▶ Work to complete
Tally the lines in the entries below where the string "begin" occurs. Reply with the total alone.

[Stored items]
============================================================

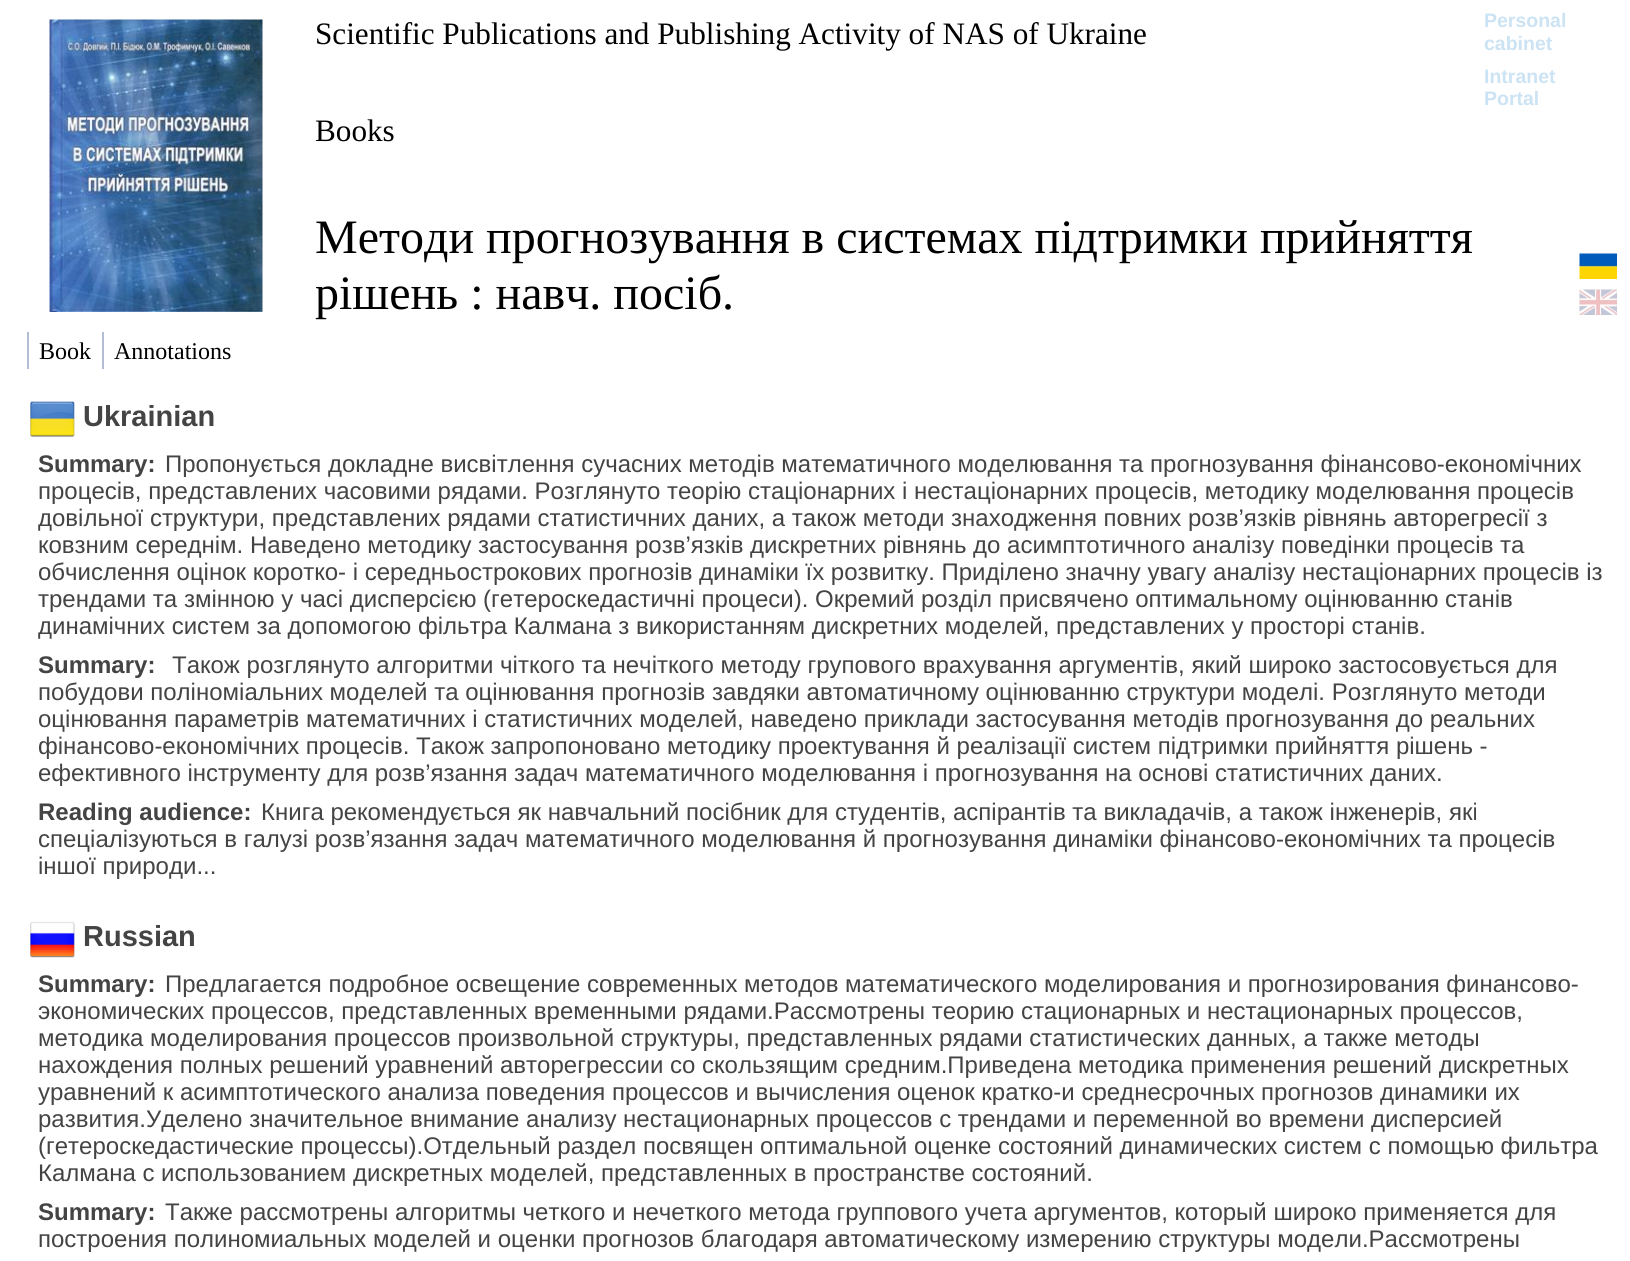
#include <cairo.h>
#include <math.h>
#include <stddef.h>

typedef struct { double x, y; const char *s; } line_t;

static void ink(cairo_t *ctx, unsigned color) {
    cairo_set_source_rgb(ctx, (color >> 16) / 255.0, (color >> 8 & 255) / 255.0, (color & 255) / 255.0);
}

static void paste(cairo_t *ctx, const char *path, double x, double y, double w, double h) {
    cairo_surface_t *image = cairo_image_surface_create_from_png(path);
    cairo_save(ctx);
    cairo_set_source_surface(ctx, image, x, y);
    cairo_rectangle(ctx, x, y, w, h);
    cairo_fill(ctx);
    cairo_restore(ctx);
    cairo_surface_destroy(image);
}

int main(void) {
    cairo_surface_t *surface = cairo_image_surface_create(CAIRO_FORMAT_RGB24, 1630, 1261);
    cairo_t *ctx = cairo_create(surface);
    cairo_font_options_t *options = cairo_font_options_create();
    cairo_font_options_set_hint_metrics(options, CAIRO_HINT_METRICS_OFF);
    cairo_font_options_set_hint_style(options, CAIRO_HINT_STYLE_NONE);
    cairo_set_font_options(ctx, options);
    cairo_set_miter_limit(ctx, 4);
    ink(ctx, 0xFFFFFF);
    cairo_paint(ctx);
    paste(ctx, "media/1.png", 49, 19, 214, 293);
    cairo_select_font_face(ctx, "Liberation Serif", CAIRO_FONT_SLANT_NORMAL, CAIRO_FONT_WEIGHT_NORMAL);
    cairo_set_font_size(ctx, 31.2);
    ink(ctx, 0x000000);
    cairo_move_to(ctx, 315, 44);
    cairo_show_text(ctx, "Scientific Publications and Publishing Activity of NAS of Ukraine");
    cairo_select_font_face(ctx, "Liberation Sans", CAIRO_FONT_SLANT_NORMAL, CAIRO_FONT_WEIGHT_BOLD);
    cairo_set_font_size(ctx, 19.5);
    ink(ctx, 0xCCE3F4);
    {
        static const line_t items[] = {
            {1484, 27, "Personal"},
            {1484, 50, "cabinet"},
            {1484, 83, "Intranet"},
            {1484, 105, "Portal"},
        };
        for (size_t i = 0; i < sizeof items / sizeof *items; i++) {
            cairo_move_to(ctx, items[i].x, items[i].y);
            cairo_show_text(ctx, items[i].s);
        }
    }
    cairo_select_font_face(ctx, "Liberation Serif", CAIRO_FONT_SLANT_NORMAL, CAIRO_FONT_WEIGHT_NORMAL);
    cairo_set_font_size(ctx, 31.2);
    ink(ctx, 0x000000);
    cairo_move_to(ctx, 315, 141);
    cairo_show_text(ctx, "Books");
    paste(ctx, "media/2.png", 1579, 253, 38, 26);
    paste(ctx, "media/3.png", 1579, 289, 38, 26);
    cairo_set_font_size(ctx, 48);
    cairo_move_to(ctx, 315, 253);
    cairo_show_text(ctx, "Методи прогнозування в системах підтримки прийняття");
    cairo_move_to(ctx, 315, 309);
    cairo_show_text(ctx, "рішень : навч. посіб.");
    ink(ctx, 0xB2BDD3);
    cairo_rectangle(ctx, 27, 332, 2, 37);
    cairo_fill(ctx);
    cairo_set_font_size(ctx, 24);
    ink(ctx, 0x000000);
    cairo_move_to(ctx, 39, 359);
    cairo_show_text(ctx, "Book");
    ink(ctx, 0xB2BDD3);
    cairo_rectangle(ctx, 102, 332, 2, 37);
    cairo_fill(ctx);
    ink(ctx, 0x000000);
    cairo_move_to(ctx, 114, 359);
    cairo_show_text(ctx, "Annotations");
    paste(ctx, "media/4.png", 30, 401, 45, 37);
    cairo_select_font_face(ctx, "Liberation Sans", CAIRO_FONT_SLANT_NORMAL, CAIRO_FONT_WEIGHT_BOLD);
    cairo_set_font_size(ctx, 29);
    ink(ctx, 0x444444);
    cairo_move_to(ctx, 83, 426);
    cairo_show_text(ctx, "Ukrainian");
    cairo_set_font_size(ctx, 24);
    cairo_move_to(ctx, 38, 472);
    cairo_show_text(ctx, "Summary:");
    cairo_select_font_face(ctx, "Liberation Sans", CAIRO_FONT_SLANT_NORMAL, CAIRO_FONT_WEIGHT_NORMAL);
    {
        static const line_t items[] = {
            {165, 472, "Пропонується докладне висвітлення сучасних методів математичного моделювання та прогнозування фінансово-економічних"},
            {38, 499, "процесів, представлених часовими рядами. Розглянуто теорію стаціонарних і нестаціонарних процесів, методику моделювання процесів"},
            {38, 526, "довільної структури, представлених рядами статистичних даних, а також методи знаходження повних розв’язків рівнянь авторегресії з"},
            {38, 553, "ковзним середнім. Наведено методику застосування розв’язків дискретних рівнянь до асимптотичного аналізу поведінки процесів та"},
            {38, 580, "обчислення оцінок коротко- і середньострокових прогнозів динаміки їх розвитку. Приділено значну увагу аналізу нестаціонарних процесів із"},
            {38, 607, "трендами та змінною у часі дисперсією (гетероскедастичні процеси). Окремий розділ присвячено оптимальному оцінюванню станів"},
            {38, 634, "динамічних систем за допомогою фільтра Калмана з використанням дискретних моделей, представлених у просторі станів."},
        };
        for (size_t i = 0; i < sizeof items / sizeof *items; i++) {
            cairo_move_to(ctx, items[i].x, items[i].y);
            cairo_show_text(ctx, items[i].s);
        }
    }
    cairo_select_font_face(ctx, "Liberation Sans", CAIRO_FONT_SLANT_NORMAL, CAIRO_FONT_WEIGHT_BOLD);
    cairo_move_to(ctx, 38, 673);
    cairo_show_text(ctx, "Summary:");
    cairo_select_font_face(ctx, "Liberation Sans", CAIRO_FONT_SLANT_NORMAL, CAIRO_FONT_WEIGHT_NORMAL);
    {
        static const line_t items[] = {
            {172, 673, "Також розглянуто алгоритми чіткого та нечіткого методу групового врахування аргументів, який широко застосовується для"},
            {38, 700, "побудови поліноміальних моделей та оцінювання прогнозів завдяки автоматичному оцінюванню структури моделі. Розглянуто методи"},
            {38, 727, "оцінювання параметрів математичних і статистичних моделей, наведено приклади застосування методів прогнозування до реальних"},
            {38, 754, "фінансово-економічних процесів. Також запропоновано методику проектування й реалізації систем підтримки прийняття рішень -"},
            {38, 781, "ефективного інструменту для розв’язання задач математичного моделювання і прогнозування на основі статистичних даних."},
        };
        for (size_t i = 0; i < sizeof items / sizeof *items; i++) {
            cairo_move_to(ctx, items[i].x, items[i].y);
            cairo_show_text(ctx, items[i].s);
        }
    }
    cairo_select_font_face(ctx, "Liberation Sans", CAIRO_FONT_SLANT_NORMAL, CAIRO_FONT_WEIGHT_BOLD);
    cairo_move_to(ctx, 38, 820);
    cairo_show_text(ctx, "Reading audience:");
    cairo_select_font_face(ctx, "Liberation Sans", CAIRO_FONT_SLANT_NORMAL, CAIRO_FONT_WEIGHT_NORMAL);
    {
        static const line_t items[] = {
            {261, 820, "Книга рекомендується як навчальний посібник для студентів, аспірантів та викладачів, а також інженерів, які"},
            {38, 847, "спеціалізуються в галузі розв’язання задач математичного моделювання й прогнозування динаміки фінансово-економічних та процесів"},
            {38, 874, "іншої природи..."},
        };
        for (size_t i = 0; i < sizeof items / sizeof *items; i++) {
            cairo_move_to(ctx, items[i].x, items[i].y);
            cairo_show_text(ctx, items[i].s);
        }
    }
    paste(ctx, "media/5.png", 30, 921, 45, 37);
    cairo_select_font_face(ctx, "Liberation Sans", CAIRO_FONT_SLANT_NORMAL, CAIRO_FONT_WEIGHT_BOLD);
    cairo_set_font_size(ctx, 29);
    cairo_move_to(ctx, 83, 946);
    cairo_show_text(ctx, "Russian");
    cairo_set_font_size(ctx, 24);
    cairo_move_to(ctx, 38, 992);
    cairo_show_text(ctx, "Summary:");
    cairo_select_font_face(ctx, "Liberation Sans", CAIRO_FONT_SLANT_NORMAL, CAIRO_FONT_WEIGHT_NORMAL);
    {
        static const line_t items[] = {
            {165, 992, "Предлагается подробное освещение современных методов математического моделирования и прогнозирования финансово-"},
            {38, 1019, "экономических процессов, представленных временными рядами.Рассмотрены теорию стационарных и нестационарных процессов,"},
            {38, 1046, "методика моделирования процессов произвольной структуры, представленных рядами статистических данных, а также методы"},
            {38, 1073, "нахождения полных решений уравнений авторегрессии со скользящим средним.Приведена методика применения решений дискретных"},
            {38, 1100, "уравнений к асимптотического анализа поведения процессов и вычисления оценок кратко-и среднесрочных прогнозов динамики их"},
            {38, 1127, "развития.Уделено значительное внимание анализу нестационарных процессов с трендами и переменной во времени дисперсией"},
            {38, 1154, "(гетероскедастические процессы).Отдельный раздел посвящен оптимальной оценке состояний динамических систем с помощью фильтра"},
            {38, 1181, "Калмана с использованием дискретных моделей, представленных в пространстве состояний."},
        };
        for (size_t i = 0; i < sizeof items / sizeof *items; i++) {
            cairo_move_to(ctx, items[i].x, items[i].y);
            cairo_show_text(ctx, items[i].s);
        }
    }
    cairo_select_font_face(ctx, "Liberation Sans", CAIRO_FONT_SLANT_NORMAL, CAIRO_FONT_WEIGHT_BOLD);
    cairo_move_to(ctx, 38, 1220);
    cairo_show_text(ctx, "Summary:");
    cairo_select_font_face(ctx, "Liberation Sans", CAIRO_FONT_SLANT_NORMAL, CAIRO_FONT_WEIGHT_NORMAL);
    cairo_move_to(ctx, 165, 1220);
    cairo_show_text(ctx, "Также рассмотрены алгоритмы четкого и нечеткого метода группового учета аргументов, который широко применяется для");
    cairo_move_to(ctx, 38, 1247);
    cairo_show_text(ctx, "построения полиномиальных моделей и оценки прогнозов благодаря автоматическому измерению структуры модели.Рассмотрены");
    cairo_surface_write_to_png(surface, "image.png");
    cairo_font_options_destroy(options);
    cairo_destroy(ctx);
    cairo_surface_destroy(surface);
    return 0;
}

============================================================

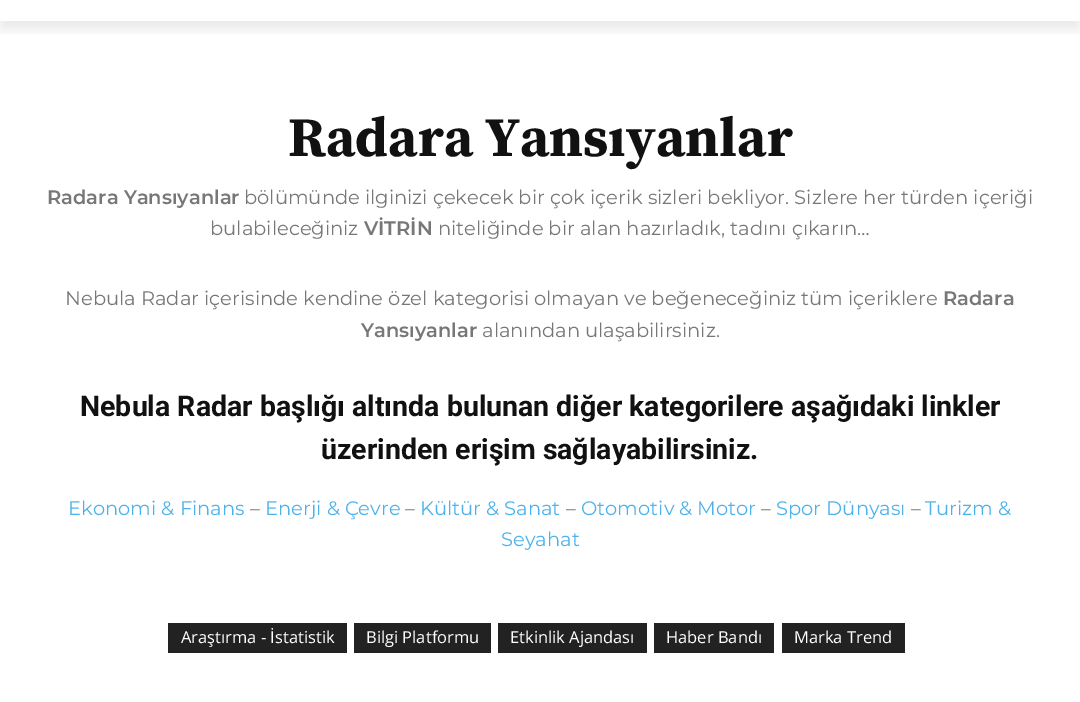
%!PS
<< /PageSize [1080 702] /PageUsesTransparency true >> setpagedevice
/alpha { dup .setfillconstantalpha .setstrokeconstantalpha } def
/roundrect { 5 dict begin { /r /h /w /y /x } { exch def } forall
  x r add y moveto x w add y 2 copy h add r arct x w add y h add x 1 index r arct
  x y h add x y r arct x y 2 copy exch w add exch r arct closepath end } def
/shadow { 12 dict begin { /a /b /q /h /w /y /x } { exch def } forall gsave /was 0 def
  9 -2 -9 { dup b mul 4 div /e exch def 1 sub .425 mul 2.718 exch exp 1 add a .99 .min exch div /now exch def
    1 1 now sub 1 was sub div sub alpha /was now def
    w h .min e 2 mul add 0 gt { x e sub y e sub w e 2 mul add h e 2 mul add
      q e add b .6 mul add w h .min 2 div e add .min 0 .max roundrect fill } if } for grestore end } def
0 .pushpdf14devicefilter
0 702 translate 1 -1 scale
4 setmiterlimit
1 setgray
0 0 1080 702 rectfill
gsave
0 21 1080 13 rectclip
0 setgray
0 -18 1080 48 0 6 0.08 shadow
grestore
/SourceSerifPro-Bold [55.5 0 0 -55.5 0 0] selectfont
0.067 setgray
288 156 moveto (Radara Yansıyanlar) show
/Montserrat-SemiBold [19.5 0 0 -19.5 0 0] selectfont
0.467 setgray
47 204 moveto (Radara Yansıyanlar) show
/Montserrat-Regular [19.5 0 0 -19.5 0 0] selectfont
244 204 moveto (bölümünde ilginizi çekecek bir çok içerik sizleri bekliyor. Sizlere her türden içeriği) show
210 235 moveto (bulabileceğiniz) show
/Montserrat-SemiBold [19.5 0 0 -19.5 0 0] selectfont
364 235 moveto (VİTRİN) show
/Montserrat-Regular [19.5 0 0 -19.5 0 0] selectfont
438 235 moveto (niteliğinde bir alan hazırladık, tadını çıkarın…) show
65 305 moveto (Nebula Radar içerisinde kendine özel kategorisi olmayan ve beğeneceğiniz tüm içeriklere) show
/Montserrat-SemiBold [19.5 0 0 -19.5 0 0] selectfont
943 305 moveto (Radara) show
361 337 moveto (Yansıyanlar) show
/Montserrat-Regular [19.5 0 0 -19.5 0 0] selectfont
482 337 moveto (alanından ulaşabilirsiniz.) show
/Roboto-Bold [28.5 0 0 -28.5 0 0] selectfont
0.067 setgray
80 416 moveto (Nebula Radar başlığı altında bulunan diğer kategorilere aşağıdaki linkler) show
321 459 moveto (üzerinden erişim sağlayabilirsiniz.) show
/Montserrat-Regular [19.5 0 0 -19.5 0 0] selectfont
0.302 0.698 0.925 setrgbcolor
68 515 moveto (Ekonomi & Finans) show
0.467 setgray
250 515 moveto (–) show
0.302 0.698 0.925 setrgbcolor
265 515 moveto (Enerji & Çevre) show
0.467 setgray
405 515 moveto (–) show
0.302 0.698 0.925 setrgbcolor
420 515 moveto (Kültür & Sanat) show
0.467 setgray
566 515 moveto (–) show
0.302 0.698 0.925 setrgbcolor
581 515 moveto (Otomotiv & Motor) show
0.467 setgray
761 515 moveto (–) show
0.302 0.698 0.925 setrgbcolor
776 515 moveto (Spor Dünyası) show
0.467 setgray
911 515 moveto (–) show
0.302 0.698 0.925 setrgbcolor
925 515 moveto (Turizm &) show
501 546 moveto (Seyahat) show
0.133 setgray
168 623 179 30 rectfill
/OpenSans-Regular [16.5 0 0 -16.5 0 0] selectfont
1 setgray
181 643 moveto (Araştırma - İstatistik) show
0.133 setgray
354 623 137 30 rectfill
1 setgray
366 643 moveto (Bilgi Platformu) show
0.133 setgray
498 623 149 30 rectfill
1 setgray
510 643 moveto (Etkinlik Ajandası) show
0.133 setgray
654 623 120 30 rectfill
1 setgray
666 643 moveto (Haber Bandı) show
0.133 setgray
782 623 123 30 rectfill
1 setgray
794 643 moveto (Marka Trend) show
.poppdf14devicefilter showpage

============================================================

▶ Completed task
2